There are of course some vitamins and minerals for which vegetables and fruit are an equal or better source, not to mention the importance of fibre. So, eat meat, eat vegetables, eat fruit. Nothing new here since what they told you this in Kindergarten. I will however add some moderately helpful information. 1) Since vegetable are low in calories, fill up on them before you eat the protein, carb, and fat portion of your meal. 2) Don't overdo it on the fruit. People think that it's automatically good for you in all cases but forget that fruit is high in calories. Fructose, despite "being natural and therefore good for you" (google "naturalistic fallacy") is still sugar. Your body treats a gram of fructose the same as it treats a gram of sucrose or dextrose...or maltose...or bigtose..babytose. A gram of sugar, regardless (by the way, to anyone who misuses this word and says "irregardless"; I will tackle your ass!) of it's source or it's number of hydrogen atoms has the same caloric value...they just have very slight differences in absorption rates. So once again, we need to refer back to the calories in/out equation in deciding what to eat.

What if I'm craving something sweet and fruits not gonna do it? Here's what works for me: Modern protein bars, unlike their barely palatable ancestors basically taste as good or better than a chocolate bar...and there are just as many flavours to chose from. Buy a box. Have them on hand. Eat them when you're craving sweets; it tastes just as good and the protein will make you feel full.

Doh! Somehow, I've gotten bogged down in details again! Ok, I'm gonna sum up nutrition: 1) Pay the most attention to calories in vs. calories out/used. 2) Tinker with the ratios of protein/carbs/fats to find the ideal mix for you. 3) Avoid white (i.e. processed) carbs. 4) Eat your meal in this order: veggies, protein, carbs&fats. 5) Be aware of the calories in fruit. 6) Eat protein bars when you're craving "bad-for-you" sweets.

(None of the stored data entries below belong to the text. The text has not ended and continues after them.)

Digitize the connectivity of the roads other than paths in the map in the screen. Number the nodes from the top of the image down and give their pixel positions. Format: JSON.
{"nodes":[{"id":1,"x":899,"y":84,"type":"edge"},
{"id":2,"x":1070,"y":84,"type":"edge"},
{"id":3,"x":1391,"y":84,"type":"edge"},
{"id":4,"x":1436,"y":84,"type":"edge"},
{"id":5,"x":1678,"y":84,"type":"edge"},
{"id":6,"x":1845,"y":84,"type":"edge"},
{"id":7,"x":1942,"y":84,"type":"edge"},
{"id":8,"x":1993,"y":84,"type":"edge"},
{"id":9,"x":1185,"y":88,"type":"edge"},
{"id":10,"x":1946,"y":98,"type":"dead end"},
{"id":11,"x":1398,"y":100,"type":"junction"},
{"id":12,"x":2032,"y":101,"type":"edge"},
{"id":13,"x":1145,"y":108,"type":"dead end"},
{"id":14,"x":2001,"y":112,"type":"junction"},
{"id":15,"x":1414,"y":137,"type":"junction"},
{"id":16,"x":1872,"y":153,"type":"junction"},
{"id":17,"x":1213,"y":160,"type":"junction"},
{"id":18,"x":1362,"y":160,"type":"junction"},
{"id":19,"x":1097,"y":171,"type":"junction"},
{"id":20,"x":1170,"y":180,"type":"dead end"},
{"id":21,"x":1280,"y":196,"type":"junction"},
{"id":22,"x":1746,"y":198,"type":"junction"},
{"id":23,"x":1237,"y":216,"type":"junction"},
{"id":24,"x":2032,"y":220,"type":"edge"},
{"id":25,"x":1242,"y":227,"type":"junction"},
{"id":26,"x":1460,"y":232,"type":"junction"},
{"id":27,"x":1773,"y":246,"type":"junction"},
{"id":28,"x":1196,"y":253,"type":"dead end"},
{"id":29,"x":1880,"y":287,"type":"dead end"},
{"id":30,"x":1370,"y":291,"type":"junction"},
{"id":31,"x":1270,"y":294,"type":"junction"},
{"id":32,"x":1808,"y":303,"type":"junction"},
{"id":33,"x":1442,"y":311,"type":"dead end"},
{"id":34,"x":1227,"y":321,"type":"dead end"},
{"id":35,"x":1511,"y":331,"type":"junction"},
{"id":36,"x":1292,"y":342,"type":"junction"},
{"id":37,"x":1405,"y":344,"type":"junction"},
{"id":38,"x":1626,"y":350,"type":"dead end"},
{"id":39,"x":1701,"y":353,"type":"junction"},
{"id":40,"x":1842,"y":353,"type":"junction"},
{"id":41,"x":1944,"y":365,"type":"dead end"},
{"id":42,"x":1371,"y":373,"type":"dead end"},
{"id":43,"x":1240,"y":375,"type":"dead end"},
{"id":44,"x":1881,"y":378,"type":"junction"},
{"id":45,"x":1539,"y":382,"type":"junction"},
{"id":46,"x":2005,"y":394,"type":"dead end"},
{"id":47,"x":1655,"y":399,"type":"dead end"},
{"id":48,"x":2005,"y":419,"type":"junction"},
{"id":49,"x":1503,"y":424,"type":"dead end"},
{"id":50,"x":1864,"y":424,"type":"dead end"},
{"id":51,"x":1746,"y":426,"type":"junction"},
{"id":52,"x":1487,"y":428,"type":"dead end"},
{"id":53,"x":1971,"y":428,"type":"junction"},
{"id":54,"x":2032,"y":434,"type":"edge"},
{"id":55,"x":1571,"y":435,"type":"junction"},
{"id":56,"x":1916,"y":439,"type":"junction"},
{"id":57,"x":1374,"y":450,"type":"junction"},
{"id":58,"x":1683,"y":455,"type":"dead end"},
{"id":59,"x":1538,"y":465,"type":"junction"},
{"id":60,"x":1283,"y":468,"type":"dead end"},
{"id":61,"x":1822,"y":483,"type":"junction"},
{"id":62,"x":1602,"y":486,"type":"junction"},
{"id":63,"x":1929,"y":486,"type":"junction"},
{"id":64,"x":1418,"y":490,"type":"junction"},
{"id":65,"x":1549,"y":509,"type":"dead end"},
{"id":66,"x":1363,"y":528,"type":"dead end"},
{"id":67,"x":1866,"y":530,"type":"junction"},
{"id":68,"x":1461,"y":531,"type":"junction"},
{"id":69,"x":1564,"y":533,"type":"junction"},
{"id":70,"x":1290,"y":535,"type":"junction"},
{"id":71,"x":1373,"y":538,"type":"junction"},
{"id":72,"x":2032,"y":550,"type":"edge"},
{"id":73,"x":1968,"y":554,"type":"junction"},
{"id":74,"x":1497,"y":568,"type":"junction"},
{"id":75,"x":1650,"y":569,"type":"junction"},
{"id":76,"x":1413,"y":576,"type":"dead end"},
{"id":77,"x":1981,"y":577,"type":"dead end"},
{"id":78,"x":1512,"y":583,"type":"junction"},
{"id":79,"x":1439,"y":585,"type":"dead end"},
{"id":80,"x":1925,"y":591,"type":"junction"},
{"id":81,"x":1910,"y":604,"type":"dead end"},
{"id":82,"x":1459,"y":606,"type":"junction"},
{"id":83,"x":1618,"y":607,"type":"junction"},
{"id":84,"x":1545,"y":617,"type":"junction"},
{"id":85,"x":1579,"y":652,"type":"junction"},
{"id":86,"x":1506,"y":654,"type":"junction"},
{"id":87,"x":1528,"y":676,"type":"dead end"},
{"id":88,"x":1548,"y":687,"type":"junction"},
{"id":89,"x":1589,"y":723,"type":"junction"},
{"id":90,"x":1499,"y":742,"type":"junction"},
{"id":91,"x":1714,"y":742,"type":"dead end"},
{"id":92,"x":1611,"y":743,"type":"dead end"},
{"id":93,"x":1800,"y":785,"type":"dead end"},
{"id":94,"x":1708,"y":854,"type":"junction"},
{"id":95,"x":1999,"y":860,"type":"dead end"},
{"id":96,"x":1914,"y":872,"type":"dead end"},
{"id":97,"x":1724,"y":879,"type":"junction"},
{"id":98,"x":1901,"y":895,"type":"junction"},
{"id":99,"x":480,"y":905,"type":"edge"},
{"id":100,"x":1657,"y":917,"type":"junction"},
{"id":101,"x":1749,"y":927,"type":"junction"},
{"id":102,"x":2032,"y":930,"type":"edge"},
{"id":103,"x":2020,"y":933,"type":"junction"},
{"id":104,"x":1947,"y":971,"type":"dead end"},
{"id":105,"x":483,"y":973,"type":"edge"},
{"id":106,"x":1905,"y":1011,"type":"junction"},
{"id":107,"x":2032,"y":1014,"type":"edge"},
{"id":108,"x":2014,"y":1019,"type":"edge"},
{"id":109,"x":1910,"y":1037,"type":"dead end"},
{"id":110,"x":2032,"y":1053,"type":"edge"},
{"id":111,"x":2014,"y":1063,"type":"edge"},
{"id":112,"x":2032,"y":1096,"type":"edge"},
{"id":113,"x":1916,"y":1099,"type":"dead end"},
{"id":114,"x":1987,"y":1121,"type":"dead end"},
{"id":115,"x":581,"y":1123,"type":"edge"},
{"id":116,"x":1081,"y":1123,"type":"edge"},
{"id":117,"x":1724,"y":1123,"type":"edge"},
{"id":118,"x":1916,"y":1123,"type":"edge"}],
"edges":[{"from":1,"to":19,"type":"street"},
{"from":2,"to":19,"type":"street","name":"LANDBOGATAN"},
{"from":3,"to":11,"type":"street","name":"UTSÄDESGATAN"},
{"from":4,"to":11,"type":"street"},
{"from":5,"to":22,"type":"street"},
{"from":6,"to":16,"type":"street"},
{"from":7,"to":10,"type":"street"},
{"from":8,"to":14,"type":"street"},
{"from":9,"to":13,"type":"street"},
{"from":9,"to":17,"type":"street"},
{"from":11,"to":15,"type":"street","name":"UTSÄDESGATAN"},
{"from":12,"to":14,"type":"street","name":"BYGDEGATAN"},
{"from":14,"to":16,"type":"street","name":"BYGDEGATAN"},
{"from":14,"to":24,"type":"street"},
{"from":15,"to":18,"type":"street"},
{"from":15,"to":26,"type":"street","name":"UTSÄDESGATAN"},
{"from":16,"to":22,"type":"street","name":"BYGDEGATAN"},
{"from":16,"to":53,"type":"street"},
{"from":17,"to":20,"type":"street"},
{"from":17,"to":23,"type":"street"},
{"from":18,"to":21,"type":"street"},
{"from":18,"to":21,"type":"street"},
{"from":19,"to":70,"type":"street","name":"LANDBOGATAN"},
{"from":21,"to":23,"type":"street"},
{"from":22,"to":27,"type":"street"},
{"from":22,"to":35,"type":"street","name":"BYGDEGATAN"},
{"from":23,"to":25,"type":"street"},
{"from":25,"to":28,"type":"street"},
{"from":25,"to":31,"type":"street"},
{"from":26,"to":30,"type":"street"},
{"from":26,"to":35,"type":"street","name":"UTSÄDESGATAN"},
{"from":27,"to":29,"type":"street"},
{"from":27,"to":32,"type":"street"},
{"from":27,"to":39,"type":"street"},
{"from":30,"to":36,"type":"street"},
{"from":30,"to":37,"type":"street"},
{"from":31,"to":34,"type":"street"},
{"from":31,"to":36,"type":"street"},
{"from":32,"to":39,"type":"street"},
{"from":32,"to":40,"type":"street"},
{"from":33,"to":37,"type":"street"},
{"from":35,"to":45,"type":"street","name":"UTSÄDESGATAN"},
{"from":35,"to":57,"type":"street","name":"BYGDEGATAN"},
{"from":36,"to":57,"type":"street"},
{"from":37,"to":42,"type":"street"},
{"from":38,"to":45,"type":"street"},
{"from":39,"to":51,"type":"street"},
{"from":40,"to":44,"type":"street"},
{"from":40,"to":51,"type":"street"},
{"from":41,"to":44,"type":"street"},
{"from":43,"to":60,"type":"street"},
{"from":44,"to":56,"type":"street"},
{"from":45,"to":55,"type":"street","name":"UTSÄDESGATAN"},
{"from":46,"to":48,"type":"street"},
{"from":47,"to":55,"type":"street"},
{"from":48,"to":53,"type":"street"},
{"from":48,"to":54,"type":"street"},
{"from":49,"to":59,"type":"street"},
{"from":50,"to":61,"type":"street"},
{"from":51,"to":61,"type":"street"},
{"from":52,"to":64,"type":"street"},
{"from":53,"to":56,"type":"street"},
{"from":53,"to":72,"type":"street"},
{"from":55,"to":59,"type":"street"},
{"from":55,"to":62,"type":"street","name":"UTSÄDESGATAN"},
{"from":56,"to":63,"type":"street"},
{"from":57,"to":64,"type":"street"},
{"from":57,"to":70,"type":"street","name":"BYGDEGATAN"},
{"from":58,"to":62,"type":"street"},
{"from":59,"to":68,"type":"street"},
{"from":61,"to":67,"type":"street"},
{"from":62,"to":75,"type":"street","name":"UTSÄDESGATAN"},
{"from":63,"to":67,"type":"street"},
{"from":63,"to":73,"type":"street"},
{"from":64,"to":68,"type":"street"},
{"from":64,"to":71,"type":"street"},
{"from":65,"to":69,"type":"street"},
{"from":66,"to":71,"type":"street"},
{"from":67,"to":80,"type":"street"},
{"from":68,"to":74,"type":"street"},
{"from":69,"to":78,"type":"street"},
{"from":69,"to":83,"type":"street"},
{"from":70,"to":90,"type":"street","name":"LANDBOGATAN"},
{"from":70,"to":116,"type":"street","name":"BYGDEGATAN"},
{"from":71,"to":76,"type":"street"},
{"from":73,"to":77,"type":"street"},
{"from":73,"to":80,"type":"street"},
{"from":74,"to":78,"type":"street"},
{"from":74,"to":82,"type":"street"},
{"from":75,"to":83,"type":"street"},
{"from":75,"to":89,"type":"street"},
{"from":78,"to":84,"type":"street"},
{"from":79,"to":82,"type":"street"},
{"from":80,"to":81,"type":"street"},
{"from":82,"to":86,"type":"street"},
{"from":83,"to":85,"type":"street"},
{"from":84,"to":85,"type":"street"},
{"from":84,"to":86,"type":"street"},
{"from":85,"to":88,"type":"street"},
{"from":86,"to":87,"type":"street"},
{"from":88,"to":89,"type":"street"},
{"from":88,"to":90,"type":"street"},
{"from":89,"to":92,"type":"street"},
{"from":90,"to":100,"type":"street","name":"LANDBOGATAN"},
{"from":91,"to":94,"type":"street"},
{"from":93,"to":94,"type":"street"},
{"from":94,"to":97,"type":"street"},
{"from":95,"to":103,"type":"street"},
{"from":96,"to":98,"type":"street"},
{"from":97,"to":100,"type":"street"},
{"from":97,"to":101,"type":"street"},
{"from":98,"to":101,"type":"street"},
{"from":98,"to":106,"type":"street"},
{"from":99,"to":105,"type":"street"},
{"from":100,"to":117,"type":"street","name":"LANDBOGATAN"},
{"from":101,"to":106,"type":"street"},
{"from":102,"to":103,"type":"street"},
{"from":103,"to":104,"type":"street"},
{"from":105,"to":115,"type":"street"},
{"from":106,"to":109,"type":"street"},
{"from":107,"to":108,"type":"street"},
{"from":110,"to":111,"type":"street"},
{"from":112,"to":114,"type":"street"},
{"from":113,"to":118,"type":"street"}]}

Why the crap did it take me 2 blog entries to say what I just condensed into a paragraph? My first year English teacher would have a fit and make me rewrite the whole damn thing...and he'd be right! But...Too late!

In the spirit of condensing things lets look at another leg people often get wrong: Exercise

AMI'S OPINIONATED GUIDE TO EXERCISE:

You know what? Before I even start, there are a couple of things I should say right away pertaining to what exercise is not. (I warned you it would be opinionated!) Based on some of the behaviours I've seen in gyms all over the world, it seems that there is some confusion over what it means to exercise--please allow me to clarify 1) If you're not sweating...you're not exercising PERIOD! (Sorry, the period key on my computer was temporarily broken so I had to type it out....) 2) If you can sip a mocha-latte machiato with 1 pump of vanilla while on a cardio machine...you're not exercising PERIOD! (Darn button is acting up again!) 3) If you can squawk incessantly to your friend while on any machine (especially one near me)...you're not exercising PERIOD! (gotta get that key fixed). Ah! I feel much better....serenity now! serenity now!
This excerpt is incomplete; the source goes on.